For a while, I just felt like a weirdo. I was plagued by the desire to do something I should have stopped doing years earlier. Somehow, the topic came up with my mom, and that was when I realized I wasn't alone. She knew what daydreaming was, too. Lots of writers probably Play Bobby, she told me. That was where they got their stories. It was then that I became proud of my imagination and didn't resent it.
So, what the heck does that even mean, and why can't you just call it "daydreaming" instead of talking about some guy named "Bobby" who none of us knows?
Well, for starters, it doesn't mean that I can't distinguish between what's real and what's not. I don't believe I have mystical powers. I may be a proficient cat whisperer, but that's not imagined—that's real. Just ask my former piano teacher's cat, who only came downstairs when I came over for lessons. It wasn't because he wanted to tell me to stop hurting his ears; it was because he liked me. Thanks, Beethoven.
Basically, it just means that I imagine a scene in my mind—say, two people arguing—and watch it unfold like a movie. It actually helps me solve conflicts, though sometimes I get carried away. When the conflict concludes with the other person sobbing and begging for understanding and forgiveness, I know I should probably try to be more realistic.
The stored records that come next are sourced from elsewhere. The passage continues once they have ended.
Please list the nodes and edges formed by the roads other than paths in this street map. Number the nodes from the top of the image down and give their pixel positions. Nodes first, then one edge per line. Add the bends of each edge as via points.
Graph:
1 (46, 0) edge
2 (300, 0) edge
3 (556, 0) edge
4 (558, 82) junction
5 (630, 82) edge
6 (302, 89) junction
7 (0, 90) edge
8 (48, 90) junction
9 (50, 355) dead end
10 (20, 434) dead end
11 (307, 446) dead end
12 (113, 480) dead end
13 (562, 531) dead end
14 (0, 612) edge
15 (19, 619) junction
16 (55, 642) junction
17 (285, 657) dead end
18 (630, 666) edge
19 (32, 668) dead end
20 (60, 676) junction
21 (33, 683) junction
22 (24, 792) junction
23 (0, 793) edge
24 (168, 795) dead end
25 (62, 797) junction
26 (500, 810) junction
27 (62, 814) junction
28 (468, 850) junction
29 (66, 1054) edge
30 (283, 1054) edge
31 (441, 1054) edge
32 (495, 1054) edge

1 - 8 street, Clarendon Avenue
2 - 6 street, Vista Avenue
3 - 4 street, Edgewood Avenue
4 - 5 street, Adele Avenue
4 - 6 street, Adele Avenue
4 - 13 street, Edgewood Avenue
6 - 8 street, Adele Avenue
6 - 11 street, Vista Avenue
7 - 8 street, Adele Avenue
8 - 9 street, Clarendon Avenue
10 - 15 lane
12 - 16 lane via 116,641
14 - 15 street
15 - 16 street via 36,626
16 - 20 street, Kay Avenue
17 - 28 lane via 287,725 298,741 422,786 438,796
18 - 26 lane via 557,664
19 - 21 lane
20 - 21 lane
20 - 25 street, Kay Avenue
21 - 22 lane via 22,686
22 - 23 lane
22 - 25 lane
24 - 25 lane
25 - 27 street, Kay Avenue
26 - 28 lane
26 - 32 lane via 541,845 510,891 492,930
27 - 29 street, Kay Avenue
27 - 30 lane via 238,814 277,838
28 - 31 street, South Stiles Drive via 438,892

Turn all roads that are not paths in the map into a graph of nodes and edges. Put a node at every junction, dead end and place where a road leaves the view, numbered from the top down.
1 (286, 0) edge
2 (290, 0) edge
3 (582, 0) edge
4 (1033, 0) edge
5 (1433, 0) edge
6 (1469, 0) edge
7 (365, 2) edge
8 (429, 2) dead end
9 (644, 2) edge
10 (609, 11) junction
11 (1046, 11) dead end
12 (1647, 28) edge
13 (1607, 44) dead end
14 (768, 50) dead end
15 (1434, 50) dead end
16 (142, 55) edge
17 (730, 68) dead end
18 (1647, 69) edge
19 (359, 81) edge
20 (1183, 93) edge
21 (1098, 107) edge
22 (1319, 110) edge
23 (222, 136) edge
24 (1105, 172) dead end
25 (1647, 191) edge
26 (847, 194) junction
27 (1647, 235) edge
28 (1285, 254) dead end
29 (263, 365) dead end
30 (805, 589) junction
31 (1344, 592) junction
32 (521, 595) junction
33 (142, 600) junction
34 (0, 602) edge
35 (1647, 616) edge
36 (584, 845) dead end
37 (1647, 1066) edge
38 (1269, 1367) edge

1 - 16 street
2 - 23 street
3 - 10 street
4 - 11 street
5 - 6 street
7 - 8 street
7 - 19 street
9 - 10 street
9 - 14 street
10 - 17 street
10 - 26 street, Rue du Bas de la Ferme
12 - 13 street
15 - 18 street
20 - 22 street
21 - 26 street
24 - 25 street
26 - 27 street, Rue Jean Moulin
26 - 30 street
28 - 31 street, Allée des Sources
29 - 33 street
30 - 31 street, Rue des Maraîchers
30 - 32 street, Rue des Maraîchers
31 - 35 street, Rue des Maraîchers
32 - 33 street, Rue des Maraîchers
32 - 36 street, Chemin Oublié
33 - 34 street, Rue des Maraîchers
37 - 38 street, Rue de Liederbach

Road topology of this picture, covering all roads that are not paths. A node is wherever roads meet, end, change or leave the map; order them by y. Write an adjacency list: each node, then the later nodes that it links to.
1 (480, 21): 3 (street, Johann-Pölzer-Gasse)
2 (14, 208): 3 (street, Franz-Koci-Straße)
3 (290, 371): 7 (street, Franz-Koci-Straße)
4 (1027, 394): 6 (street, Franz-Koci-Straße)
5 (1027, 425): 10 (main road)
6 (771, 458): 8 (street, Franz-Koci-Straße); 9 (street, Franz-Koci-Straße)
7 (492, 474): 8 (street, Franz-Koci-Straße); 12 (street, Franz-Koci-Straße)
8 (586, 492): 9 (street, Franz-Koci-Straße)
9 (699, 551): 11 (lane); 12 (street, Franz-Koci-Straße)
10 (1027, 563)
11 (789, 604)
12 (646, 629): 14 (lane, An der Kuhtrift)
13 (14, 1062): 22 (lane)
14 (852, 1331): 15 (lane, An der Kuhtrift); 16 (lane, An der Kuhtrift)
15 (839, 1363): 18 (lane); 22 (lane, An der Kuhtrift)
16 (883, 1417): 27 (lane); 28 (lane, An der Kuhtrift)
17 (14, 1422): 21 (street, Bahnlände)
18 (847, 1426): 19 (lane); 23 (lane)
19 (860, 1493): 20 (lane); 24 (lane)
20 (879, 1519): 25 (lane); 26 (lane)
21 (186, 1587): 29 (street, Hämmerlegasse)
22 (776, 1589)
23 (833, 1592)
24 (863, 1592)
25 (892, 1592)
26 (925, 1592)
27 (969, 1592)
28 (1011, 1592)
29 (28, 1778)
Before I write a scene, it helps if I close my eyes for a few minutes and imagine the scene that I want to write. When I don't do this beforehand, I usually write really crappily. (Yes, that's a word.) When I'm trying to write a dialogue scene, I might close my eyes and hover my fingers over the keyboard, typing the conversation as it happens in my head without pausing to add facial expressions or dialogue tags. So it might look like:
I’m not a very good leader.
That’s all right. You can’t do everything.
But I want to help. I want to feel useful.
Why do you have to lead in order to be helpful? Being a leader is just one role someone can play. There are other jobs of equal importance that need doing.
Leading seems like the best one, though.
^^Most of my dialogue scenes look like that until I go back and flesh them out. (Speaking of writing dialogue, I've been having so much trouble writing dialogue scenes lately, because I'm torn between this paranoia of using too many dialogue tags/descriptors, or having too much dialogue without enough beats. That's a conversation [ha ha, get it?] for another post, I suppose.)
Anyway, I daydream a lot. My husband doesn't really get it, but then again, he also rarely dreams while sleeping. I, on the opposite hand, have multiple, vivid dreams each night, and I almost always remember them upon waking. There must be some connection between daydreaming and night dreaming.
Do you daydream a lot? Will you join the Bobby Club? Let me know!